▸ **Activity**
Search the data for the string "every" and copy each line in which it appears.

▸ **Information**
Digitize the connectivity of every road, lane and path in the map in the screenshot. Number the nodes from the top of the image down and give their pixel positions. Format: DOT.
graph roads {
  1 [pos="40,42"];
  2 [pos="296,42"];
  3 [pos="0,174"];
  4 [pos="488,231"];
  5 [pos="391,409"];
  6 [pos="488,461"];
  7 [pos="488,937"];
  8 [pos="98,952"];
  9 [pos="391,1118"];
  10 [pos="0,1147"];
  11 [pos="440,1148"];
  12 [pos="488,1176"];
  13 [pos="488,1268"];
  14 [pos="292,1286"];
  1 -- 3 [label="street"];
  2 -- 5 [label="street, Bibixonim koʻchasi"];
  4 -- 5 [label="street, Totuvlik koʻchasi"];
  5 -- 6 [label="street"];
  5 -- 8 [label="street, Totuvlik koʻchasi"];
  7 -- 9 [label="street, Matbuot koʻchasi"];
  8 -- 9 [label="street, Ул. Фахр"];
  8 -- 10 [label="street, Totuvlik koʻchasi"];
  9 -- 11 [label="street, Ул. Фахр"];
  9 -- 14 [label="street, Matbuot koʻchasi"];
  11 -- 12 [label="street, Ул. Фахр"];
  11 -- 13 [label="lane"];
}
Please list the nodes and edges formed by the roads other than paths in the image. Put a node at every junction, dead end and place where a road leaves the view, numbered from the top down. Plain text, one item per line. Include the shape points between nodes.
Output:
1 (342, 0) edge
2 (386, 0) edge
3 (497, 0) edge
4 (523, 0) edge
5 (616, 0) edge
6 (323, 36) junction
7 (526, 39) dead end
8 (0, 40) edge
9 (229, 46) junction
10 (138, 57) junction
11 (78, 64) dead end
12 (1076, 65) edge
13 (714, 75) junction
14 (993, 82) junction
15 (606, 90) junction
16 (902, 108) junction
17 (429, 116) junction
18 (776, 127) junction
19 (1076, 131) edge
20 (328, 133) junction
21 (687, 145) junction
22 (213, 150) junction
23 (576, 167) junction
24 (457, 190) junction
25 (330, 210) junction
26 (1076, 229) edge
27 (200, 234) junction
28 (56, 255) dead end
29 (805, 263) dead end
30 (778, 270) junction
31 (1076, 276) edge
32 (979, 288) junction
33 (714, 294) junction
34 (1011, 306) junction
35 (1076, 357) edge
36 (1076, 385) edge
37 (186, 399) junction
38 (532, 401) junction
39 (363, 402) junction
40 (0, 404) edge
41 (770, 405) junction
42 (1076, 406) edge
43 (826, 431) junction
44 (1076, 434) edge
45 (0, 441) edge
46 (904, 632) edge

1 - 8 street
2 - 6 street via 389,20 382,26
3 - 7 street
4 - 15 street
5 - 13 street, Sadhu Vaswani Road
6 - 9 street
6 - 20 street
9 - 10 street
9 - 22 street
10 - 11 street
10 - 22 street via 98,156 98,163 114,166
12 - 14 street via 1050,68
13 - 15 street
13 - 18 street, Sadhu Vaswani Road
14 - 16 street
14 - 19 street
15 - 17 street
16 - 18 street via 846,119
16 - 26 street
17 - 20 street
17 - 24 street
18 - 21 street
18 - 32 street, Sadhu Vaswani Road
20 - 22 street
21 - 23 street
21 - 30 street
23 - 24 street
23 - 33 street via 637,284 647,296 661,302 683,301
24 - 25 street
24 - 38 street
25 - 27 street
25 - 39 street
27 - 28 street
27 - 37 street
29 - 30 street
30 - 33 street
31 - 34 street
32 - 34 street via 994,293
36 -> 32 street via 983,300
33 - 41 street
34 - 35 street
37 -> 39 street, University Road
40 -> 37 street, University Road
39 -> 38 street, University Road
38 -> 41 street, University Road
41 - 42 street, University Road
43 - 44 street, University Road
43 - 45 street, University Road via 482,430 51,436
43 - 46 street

▸ **Answer**
Digitize the connectivity of every road, lane and path in the map in the screenshot. Number the nodes from the top of the image down and give their pixel positions. Format: DOT.
Please list the nodes and edges formed by the roads other than paths in the image. Put a node at every junction, dead end and place where a road leaves the view, numbered from the top down. Plain text, one item per line. Include the shape points between nodes.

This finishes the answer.